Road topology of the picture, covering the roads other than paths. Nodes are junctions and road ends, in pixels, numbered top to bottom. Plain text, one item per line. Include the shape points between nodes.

************

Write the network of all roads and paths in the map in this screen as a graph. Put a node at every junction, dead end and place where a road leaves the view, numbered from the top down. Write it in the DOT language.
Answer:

************

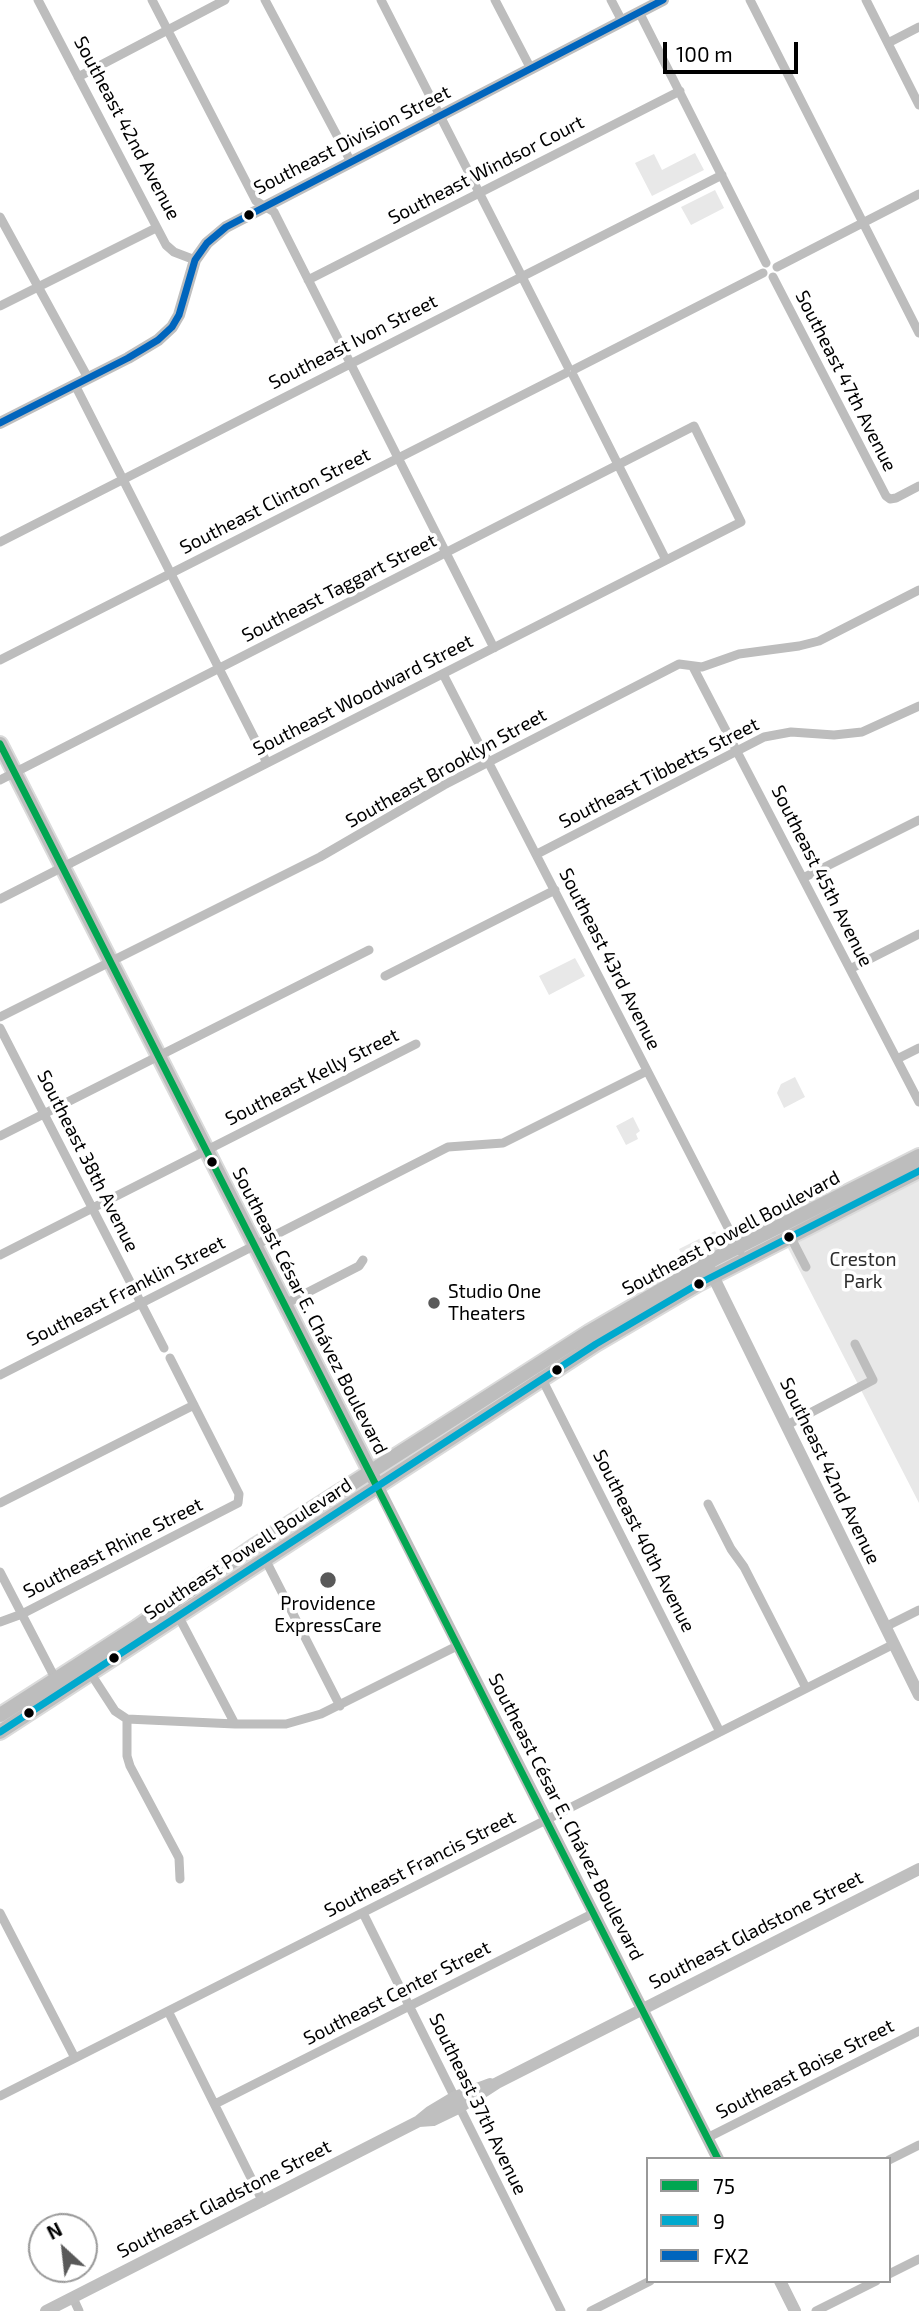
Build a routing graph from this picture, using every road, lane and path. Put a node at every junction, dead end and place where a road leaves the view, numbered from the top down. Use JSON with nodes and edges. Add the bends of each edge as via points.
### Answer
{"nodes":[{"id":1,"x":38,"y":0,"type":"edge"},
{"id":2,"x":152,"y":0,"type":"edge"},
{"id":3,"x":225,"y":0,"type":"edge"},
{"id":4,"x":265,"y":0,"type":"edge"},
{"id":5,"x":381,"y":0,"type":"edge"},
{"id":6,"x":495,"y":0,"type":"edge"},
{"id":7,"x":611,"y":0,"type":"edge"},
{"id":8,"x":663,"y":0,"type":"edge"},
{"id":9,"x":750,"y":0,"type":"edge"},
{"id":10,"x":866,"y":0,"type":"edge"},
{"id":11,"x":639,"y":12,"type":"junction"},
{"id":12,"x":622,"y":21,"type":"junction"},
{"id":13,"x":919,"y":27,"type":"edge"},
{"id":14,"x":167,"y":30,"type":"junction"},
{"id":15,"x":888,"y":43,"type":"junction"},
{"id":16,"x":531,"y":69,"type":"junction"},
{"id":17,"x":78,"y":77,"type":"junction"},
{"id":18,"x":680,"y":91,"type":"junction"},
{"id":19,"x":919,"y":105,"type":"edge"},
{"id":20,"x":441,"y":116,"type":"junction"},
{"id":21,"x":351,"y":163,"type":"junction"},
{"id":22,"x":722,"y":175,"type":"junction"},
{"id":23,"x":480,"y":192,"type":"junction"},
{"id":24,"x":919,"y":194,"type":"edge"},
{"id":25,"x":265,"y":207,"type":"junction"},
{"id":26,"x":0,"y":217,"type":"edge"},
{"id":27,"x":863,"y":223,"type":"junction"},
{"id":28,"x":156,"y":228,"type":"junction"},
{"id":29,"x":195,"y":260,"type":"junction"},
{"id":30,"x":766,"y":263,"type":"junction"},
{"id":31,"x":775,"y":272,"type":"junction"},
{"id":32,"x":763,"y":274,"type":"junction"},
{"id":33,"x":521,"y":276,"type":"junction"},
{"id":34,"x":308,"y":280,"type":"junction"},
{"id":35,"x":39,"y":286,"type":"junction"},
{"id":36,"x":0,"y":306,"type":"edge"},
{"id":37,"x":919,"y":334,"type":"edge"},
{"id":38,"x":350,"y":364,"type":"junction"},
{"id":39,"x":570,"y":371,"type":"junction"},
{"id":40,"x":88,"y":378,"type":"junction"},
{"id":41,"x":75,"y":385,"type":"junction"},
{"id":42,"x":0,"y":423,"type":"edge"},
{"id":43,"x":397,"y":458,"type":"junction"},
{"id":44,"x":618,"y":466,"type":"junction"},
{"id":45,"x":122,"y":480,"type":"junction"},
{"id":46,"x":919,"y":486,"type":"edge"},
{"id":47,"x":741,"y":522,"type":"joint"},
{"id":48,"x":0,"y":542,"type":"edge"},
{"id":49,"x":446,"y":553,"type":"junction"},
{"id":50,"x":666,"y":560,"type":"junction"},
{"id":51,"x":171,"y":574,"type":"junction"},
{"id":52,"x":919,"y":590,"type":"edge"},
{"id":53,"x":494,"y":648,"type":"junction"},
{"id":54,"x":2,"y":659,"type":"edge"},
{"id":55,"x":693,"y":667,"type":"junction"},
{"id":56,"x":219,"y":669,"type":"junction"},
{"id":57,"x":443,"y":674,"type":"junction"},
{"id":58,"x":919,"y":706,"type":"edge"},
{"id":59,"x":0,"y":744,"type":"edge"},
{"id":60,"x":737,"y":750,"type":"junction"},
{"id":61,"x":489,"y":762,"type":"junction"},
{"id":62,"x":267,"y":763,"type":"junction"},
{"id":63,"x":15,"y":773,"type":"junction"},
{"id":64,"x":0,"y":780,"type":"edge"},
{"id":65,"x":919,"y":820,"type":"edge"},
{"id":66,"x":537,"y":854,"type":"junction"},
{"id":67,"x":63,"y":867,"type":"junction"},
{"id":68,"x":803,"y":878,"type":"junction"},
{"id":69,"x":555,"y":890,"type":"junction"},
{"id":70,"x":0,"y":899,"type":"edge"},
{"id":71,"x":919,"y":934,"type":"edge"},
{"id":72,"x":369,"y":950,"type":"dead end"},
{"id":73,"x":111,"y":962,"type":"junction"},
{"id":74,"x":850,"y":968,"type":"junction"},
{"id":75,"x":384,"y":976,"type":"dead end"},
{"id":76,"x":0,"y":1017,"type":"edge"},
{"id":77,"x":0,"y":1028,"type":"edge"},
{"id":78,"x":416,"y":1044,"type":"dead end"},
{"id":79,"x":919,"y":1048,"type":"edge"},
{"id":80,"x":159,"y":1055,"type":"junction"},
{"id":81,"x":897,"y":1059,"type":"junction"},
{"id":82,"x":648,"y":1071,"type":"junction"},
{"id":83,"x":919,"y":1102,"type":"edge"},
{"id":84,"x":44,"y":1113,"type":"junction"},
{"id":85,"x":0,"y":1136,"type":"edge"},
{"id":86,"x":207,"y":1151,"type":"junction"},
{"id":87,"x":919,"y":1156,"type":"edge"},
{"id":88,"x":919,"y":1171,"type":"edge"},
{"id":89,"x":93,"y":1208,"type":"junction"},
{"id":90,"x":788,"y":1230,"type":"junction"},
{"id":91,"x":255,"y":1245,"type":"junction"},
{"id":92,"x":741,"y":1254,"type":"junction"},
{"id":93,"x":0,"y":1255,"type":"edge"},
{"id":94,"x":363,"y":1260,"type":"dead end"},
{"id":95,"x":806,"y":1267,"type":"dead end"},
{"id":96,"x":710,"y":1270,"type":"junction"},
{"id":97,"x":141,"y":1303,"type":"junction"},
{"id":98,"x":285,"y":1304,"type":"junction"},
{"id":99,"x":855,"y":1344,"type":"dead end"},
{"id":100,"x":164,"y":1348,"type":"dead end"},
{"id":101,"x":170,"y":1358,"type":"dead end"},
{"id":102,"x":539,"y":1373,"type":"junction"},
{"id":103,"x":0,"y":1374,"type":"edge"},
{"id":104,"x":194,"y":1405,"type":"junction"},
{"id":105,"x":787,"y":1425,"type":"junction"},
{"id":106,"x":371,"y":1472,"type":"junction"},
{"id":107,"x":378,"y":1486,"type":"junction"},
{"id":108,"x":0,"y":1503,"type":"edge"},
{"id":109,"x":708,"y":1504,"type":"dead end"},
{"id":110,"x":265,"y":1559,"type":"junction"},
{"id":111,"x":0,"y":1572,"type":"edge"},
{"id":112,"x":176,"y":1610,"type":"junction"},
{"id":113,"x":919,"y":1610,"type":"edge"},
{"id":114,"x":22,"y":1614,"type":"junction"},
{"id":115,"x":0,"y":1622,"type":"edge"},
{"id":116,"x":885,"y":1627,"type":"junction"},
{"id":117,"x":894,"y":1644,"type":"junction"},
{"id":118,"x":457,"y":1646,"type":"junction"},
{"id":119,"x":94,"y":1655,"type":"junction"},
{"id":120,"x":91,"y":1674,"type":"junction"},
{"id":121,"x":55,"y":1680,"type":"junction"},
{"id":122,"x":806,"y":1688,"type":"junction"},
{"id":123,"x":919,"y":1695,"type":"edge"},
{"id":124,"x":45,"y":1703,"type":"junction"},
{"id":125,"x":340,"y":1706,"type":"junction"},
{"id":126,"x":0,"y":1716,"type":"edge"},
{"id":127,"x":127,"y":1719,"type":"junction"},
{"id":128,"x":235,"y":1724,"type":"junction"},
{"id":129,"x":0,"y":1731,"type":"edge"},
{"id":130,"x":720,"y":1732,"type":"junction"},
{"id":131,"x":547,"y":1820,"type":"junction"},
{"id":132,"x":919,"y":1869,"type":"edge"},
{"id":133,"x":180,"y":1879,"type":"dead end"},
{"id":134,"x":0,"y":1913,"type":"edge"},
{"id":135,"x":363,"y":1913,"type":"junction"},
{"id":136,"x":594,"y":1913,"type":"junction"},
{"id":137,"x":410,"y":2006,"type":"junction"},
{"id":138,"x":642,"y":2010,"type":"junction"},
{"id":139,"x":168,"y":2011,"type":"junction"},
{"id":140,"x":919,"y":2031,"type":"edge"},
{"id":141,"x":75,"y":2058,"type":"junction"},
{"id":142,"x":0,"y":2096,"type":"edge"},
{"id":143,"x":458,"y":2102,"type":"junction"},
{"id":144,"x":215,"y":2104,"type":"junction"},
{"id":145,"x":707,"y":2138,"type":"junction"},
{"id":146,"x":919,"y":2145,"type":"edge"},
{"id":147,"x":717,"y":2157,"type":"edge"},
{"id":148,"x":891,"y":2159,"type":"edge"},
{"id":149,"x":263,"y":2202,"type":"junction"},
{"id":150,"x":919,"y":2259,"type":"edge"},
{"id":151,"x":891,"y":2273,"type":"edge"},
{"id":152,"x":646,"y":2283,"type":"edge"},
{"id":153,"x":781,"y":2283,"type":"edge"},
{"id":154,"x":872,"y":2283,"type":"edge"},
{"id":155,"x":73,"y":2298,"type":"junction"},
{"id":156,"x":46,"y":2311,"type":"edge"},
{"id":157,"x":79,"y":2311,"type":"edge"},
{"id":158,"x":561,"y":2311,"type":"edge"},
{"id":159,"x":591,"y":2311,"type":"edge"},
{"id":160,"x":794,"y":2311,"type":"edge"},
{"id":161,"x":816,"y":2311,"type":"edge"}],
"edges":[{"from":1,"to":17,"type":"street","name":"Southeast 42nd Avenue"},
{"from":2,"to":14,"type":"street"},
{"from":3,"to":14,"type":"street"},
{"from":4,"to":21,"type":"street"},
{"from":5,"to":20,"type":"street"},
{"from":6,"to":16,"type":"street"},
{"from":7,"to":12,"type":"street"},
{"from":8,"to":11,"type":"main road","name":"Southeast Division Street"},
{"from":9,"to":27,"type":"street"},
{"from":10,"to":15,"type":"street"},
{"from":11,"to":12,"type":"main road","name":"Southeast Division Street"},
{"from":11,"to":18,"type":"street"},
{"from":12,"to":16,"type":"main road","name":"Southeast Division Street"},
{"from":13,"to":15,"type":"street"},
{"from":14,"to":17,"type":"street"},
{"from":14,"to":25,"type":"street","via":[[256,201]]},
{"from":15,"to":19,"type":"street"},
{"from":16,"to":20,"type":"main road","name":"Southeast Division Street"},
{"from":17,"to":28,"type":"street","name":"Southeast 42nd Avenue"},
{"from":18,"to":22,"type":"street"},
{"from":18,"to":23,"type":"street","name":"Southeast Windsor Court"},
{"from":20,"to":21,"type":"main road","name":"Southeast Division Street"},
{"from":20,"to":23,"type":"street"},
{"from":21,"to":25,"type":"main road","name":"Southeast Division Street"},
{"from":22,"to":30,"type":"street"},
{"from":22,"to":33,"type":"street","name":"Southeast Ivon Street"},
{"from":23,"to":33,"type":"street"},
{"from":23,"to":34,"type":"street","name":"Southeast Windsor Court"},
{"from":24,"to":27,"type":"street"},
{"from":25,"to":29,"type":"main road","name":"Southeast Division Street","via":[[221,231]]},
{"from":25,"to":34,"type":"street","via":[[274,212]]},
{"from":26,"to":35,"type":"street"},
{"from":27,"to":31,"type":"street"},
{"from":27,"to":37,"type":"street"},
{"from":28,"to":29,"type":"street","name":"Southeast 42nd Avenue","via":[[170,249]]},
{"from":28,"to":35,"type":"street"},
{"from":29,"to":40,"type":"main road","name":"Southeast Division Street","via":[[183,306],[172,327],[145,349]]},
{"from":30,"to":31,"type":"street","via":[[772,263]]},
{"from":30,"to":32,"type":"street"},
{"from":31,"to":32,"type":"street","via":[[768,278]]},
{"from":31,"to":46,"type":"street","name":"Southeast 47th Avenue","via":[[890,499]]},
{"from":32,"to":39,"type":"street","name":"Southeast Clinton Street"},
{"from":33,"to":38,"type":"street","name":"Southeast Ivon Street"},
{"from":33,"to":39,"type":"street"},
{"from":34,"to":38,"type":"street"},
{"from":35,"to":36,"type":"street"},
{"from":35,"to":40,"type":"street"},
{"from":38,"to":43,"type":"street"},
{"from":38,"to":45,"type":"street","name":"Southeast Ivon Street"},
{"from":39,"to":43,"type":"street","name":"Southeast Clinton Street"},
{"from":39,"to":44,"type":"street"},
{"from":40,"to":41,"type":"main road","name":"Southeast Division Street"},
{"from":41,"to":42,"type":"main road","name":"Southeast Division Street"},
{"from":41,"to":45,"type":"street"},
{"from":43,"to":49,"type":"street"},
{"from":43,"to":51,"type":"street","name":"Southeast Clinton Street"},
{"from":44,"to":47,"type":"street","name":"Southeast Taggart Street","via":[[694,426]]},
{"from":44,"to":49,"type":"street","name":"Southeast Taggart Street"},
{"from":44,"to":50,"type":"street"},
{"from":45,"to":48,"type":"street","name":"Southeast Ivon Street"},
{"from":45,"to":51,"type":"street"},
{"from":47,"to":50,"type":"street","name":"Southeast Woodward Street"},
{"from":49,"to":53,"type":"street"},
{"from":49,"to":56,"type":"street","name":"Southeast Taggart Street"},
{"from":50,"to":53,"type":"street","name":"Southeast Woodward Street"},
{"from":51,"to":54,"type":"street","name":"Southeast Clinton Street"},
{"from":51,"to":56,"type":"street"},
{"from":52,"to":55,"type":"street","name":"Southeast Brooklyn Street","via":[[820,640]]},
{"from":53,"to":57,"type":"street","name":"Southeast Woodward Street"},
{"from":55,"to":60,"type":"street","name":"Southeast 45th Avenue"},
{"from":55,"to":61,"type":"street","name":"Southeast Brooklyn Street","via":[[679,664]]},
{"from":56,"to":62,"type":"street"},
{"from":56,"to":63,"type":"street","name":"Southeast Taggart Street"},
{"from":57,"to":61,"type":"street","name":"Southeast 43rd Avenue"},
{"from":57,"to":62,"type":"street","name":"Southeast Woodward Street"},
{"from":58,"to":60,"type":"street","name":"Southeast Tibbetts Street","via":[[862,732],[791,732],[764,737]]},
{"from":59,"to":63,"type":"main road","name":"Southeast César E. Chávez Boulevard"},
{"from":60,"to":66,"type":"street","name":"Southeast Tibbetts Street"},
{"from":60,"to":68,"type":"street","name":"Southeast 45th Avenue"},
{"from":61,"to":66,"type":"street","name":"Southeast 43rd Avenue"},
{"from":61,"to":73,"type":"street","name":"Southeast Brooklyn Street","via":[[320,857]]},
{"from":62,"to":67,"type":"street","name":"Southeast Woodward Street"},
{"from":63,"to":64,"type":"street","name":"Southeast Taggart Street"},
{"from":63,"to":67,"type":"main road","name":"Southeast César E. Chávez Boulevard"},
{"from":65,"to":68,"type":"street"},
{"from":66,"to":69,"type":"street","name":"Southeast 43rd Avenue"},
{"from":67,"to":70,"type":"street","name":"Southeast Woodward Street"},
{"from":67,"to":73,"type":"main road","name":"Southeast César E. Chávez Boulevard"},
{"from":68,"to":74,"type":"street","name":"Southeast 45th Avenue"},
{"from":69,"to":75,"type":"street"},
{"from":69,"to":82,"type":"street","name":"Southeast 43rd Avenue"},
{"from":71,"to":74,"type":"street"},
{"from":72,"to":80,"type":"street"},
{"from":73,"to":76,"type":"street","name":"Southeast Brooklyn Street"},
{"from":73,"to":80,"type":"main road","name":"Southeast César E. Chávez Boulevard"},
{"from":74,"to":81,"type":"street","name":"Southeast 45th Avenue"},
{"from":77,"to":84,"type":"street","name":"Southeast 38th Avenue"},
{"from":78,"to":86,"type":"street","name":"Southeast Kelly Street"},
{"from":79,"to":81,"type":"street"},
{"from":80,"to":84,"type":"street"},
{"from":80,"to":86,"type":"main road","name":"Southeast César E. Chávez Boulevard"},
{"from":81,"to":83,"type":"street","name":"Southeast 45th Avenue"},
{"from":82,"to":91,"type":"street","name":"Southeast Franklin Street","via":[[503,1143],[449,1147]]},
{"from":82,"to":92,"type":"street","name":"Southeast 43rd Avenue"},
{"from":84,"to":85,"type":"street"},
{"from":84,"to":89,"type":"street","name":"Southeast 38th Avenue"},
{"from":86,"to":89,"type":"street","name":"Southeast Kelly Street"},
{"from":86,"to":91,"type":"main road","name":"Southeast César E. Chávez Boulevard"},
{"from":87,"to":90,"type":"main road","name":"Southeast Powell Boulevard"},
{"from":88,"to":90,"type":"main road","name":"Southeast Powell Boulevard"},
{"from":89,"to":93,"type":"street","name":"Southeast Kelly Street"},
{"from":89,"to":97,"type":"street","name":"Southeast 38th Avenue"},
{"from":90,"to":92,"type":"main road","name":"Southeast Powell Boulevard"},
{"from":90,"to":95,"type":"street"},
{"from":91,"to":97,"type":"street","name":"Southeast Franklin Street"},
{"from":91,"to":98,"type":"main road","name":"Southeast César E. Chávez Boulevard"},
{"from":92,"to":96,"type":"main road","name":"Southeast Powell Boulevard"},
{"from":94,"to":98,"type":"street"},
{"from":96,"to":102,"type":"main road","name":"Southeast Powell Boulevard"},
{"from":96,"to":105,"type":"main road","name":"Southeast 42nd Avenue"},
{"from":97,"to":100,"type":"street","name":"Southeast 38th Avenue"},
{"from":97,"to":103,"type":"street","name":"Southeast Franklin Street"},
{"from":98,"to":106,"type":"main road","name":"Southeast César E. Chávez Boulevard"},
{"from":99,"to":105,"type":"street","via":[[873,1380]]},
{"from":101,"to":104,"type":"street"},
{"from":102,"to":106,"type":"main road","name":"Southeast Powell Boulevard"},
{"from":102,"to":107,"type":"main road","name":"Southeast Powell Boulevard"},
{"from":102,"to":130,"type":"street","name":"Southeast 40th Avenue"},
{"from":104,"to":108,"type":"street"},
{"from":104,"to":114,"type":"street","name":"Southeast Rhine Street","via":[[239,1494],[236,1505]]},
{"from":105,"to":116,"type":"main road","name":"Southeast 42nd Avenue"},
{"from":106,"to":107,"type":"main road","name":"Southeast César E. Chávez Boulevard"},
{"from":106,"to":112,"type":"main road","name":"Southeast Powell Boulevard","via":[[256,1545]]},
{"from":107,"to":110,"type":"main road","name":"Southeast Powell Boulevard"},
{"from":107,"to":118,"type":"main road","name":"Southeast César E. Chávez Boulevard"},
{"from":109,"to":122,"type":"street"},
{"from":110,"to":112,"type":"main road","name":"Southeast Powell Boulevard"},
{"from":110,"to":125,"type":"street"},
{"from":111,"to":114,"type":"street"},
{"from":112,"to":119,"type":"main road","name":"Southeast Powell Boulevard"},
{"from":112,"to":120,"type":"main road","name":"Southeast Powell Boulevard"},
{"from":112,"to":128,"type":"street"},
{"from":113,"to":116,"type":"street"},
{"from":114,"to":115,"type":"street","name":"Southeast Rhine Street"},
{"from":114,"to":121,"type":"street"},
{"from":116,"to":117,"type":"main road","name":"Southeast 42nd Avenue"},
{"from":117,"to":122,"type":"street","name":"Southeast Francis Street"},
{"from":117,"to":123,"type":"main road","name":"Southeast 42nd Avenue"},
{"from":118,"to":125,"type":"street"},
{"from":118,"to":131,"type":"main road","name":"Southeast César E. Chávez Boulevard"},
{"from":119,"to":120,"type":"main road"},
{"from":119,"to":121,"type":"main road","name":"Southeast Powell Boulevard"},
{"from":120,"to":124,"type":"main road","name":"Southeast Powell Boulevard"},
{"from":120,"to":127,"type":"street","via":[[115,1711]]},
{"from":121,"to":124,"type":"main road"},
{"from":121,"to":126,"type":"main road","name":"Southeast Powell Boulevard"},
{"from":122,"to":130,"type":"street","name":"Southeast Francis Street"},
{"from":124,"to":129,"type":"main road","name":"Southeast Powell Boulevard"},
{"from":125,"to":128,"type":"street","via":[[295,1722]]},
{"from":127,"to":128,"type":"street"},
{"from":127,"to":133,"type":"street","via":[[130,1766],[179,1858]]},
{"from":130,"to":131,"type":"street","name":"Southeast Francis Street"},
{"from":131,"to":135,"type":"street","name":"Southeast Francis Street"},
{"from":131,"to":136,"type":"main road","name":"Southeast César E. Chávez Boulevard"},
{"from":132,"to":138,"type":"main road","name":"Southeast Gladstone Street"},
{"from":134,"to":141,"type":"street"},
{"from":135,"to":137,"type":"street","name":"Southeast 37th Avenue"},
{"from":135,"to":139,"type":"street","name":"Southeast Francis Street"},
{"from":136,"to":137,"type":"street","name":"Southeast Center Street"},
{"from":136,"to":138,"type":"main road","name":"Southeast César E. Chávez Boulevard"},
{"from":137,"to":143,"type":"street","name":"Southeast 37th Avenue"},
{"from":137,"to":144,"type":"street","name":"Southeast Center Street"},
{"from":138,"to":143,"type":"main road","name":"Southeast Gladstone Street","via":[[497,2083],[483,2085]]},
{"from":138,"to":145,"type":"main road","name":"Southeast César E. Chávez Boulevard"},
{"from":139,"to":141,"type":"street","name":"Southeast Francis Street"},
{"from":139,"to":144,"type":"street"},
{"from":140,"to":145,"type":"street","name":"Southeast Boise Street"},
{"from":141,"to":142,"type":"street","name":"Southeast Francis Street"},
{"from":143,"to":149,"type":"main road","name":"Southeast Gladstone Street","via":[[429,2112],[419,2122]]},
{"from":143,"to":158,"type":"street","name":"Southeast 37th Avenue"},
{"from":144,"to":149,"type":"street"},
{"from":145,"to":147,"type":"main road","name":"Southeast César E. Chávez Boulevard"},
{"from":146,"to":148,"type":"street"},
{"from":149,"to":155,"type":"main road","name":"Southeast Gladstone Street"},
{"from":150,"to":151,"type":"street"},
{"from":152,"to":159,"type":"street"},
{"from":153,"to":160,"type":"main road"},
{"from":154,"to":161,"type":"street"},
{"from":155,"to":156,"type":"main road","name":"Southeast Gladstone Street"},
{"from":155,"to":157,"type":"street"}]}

************

**What to work on:**
Your task is to gather all lines from the entries above that hold the word "every".

**Output below:**
Write the network of all roads and paths in the map in this screen as a graph. Put a node at every junction, dead end and place where a road leaves the view, numbered from the top down. Write it in the DOT language.
Build a routing graph from this picture, using every road, lane and path. Put a node at every junction, dead end and place where a road leaves the view, numbered from the top down. Use JSON with nodes and edges. Add the bends of each edge as via points.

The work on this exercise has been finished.